_About this exercise:_
Look for "I need the junctions" in the records below, then copy that line and every line after it, exactly and with nothing added.

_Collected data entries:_
# # # # # # #
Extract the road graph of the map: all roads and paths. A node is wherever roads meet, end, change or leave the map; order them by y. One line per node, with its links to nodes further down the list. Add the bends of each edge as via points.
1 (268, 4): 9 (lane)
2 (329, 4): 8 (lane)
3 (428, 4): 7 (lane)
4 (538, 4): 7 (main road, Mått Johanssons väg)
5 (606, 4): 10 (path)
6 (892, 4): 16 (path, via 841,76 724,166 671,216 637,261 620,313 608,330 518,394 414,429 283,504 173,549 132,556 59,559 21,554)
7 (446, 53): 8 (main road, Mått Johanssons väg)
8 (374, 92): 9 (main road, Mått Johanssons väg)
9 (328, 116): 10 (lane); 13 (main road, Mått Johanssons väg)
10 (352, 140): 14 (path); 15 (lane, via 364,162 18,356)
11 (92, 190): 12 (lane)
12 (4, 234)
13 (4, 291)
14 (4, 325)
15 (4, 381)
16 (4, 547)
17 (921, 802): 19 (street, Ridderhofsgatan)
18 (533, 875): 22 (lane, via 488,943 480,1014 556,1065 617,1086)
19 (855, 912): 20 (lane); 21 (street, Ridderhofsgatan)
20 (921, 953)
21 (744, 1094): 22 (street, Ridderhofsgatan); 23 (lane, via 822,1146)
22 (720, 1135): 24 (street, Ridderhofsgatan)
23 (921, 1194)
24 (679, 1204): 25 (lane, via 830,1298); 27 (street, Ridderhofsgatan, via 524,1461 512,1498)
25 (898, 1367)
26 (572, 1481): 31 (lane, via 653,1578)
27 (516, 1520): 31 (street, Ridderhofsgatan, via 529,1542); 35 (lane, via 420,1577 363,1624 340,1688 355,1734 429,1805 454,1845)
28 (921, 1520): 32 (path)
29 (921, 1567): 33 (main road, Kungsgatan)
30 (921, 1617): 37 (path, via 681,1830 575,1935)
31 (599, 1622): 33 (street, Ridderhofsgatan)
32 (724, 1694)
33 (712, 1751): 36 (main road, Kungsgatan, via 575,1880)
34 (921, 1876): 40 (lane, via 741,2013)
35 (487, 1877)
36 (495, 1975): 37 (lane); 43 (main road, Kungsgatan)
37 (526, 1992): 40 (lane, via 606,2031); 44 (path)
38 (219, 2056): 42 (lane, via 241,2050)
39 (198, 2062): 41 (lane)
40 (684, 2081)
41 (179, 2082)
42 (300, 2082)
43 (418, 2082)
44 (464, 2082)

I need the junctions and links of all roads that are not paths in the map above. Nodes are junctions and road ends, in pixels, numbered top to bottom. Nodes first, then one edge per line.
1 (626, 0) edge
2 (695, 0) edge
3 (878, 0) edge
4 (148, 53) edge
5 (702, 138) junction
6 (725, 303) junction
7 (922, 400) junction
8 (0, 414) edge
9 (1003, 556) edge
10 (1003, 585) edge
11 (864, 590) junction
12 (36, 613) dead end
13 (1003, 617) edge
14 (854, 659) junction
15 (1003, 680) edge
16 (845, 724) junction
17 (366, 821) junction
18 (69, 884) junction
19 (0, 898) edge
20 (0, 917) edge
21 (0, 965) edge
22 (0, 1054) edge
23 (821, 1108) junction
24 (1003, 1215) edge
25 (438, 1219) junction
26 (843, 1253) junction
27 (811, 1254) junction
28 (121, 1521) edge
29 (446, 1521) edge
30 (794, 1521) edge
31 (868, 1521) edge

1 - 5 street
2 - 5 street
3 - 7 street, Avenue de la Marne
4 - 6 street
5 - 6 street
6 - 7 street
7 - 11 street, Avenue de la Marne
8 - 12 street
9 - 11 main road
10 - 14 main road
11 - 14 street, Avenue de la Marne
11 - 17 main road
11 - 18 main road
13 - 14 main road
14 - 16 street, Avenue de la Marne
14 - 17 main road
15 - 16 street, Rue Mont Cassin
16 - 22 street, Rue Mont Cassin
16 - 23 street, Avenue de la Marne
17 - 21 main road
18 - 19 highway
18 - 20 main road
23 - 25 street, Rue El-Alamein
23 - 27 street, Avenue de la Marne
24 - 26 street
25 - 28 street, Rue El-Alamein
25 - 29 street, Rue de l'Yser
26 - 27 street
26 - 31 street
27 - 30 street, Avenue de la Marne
# # # # # # #
_Output of the exercise:_
I need the junctions and links of all roads that are not paths in the map above. Nodes are junctions and road ends, in pixels, numbered top to bottom. Nodes first, then one edge per line.
1 (626, 0) edge
2 (695, 0) edge
3 (878, 0) edge
4 (148, 53) edge
5 (702, 138) junction
6 (725, 303) junction
7 (922, 400) junction
8 (0, 414) edge
9 (1003, 556) edge
10 (1003, 585) edge
11 (864, 590) junction
12 (36, 613) dead end
13 (1003, 617) edge
14 (854, 659) junction
15 (1003, 680) edge
16 (845, 724) junction
17 (366, 821) junction
18 (69, 884) junction
19 (0, 898) edge
20 (0, 917) edge
21 (0, 965) edge
22 (0, 1054) edge
23 (821, 1108) junction
24 (1003, 1215) edge
25 (438, 1219) junction
26 (843, 1253) junction
27 (811, 1254) junction
28 (121, 1521) edge
29 (446, 1521) edge
30 (794, 1521) edge
31 (868, 1521) edge

1 - 5 street
2 - 5 street
3 - 7 street, Avenue de la Marne
4 - 6 street
5 - 6 street
6 - 7 street
7 - 11 street, Avenue de la Marne
8 - 12 street
9 - 11 main road
10 - 14 main road
11 - 14 street, Avenue de la Marne
11 - 17 main road
11 - 18 main road
13 - 14 main road
14 - 16 street, Avenue de la Marne
14 - 17 main road
15 - 16 street, Rue Mont Cassin
16 - 22 street, Rue Mont Cassin
16 - 23 street, Avenue de la Marne
17 - 21 main road
18 - 19 highway
18 - 20 main road
23 - 25 street, Rue El-Alamein
23 - 27 street, Avenue de la Marne
24 - 26 street
25 - 28 street, Rue El-Alamein
25 - 29 street, Rue de l'Yser
26 - 27 street
26 - 31 street
27 - 30 street, Avenue de la Marne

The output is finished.